[PROVIDED ENTRIES]:
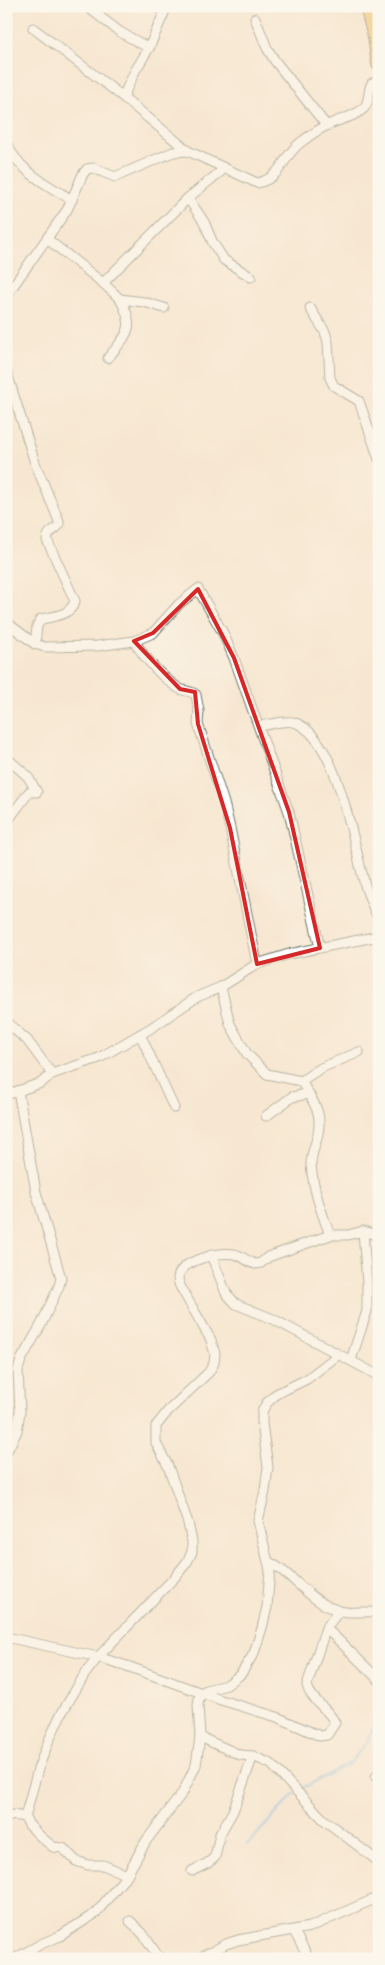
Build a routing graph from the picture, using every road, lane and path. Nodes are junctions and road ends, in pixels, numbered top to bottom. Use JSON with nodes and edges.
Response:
{"nodes":[{"id":1,"x":86,"y":6,"type":"edge"},
{"id":2,"x":167,"y":6,"type":"edge"},
{"id":3,"x":367,"y":6,"type":"edge"},
{"id":4,"x":255,"y":18,"type":"dead end"},
{"id":5,"x":33,"y":28,"type":"dead end"},
{"id":6,"x":377,"y":33,"type":"edge"},
{"id":7,"x":149,"y":48,"type":"junction"},
{"id":8,"x":379,"y":64,"type":"edge"},
{"id":9,"x":379,"y":81,"type":"edge"},
{"id":10,"x":123,"y":97,"type":"junction"},
{"id":11,"x":326,"y":125,"type":"junction"},
{"id":12,"x":6,"y":142,"type":"edge"},
{"id":13,"x":188,"y":150,"type":"junction"},
{"id":14,"x":224,"y":169,"type":"junction"},
{"id":15,"x":188,"y":198,"type":"junction"},
{"id":16,"x":72,"y":200,"type":"junction"},
{"id":17,"x":47,"y":239,"type":"junction"},
{"id":18,"x":251,"y":277,"type":"dead end"},
{"id":19,"x":103,"y":283,"type":"junction"},
{"id":20,"x":6,"y":296,"type":"edge"},
{"id":21,"x":120,"y":299,"type":"junction"},
{"id":22,"x":164,"y":308,"type":"dead end"},
{"id":23,"x":310,"y":308,"type":"dead end"},
{"id":24,"x":108,"y":358,"type":"dead end"},
{"id":25,"x":6,"y":370,"type":"edge"},
{"id":26,"x":379,"y":459,"type":"edge"},
{"id":27,"x":6,"y":622,"type":"edge"},
{"id":28,"x":134,"y":641,"type":"junction"},
{"id":29,"x":36,"y":644,"type":"junction"},
{"id":30,"x":259,"y":726,"type":"junction"},
{"id":31,"x":6,"y":757,"type":"edge"},
{"id":32,"x":6,"y":823,"type":"edge"},
{"id":33,"x":379,"y":921,"type":"edge"},
{"id":34,"x":379,"y":936,"type":"edge"},
{"id":35,"x":320,"y":948,"type":"junction"},
{"id":36,"x":257,"y":964,"type":"junction"},
{"id":37,"x":221,"y":987,"type":"junction"},
{"id":38,"x":6,"y":1022,"type":"edge"},
{"id":39,"x":140,"y":1034,"type":"junction"},
{"id":40,"x":358,"y":1052,"type":"dead end"},
{"id":41,"x":52,"y":1074,"type":"junction"},
{"id":42,"x":301,"y":1081,"type":"junction"},
{"id":43,"x":18,"y":1091,"type":"junction"},
{"id":44,"x":6,"y":1094,"type":"edge"},
{"id":45,"x":308,"y":1094,"type":"junction"},
{"id":46,"x":174,"y":1108,"type":"dead end"},
{"id":47,"x":266,"y":1116,"type":"dead end"},
{"id":48,"x":363,"y":1231,"type":"junction"},
{"id":49,"x":330,"y":1234,"type":"junction"},
{"id":50,"x":379,"y":1236,"type":"edge"},
{"id":51,"x":211,"y":1255,"type":"junction"},
{"id":52,"x":338,"y":1354,"type":"junction"},
{"id":53,"x":351,"y":1360,"type":"junction"},
{"id":54,"x":379,"y":1376,"type":"edge"},
{"id":55,"x":6,"y":1453,"type":"edge"},
{"id":56,"x":269,"y":1562,"type":"junction"},
{"id":57,"x":339,"y":1611,"type":"junction"},
{"id":58,"x":379,"y":1613,"type":"edge"},
{"id":59,"x":326,"y":1628,"type":"junction"},
{"id":60,"x":6,"y":1637,"type":"edge"},
{"id":61,"x":98,"y":1657,"type":"junction"},
{"id":62,"x":379,"y":1680,"type":"edge"},
{"id":63,"x":200,"y":1693,"type":"junction"},
{"id":64,"x":200,"y":1736,"type":"junction"},
{"id":65,"x":253,"y":1756,"type":"junction"},
{"id":66,"x":25,"y":1817,"type":"junction"},
{"id":67,"x":6,"y":1819,"type":"edge"},
{"id":68,"x":379,"y":1862,"type":"edge"},
{"id":69,"x":192,"y":1872,"type":"dead end"},
{"id":70,"x":127,"y":1875,"type":"junction"},
{"id":71,"x":379,"y":1897,"type":"edge"},
{"id":72,"x":130,"y":1921,"type":"dead end"},
{"id":73,"x":294,"y":1931,"type":"junction"},
{"id":74,"x":210,"y":1956,"type":"edge"},
{"id":75,"x":14,"y":1959,"type":"edge"},
{"id":76,"x":160,"y":1959,"type":"edge"},
{"id":77,"x":198,"y":1959,"type":"edge"},
{"id":78,"x":309,"y":1959,"type":"edge"}],
"edges":[{"from":1,"to":7,"type":"street"},
{"from":2,"to":7,"type":"street"},
{"from":3,"to":6,"type":"highway"},
{"from":4,"to":11,"type":"street"},
{"from":5,"to":10,"type":"street"},
{"from":6,"to":8,"type":"highway"},
{"from":7,"to":10,"type":"street"},
{"from":9,"to":11,"type":"street"},
{"from":10,"to":13,"type":"street"},
{"from":11,"to":14,"type":"street"},
{"from":12,"to":16,"type":"street"},
{"from":13,"to":14,"type":"street"},
{"from":13,"to":16,"type":"street"},
{"from":14,"to":15,"type":"street"},
{"from":15,"to":18,"type":"street"},
{"from":15,"to":19,"type":"street"},
{"from":16,"to":17,"type":"street"},
{"from":17,"to":19,"type":"street"},
{"from":17,"to":20,"type":"street"},
{"from":19,"to":21,"type":"street"},
{"from":21,"to":22,"type":"street"},
{"from":21,"to":24,"type":"street"},
{"from":23,"to":26,"type":"street"},
{"from":25,"to":29,"type":"street"},
{"from":27,"to":29,"type":"street"},
{"from":28,"to":29,"type":"street"},
{"from":28,"to":30,"type":"street"},
{"from":28,"to":36,"type":"street"},
{"from":30,"to":33,"type":"street"},
{"from":30,"to":35,"type":"street"},
{"from":31,"to":32,"type":"street"},
{"from":34,"to":35,"type":"street"},
{"from":35,"to":36,"type":"street"},
{"from":36,"to":37,"type":"street"},
{"from":37,"to":39,"type":"street"},
{"from":37,"to":42,"type":"street"},
{"from":38,"to":41,"type":"street"},
{"from":39,"to":41,"type":"street"},
{"from":39,"to":46,"type":"street"},
{"from":40,"to":42,"type":"street"},
{"from":41,"to":43,"type":"street"},
{"from":42,"to":45,"type":"street"},
{"from":43,"to":44,"type":"street"},
{"from":43,"to":55,"type":"street"},
{"from":45,"to":47,"type":"street"},
{"from":45,"to":49,"type":"street"},
{"from":48,"to":49,"type":"street"},
{"from":48,"to":50,"type":"street"},
{"from":48,"to":53,"type":"street"},
{"from":49,"to":51,"type":"street"},
{"from":51,"to":52,"type":"street"},
{"from":51,"to":61,"type":"street"},
{"from":52,"to":53,"type":"street"},
{"from":52,"to":56,"type":"street"},
{"from":53,"to":54,"type":"street"},
{"from":56,"to":57,"type":"street"},
{"from":56,"to":63,"type":"street"},
{"from":57,"to":58,"type":"street"},
{"from":57,"to":59,"type":"street"},
{"from":59,"to":62,"type":"street"},
{"from":59,"to":63,"type":"street"},
{"from":60,"to":61,"type":"street"},
{"from":61,"to":63,"type":"street"},
{"from":61,"to":66,"type":"street"},
{"from":63,"to":64,"type":"street"},
{"from":64,"to":65,"type":"street"},
{"from":64,"to":70,"type":"street"},
{"from":65,"to":68,"type":"street"},
{"from":65,"to":69,"type":"street"},
{"from":66,"to":67,"type":"street"},
{"from":66,"to":70,"type":"street"},
{"from":70,"to":75,"type":"street"},
{"from":71,"to":73,"type":"street"},
{"from":72,"to":76,"type":"street"},
{"from":73,"to":74,"type":"street"},
{"from":73,"to":78,"type":"street"},
{"from":74,"to":77,"type":"street"}]}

[WHAT YOU SHOULD DO]: A single number is required: the count of lines in the listing that contain the string "edges".

[RESPONSE BOX]: 2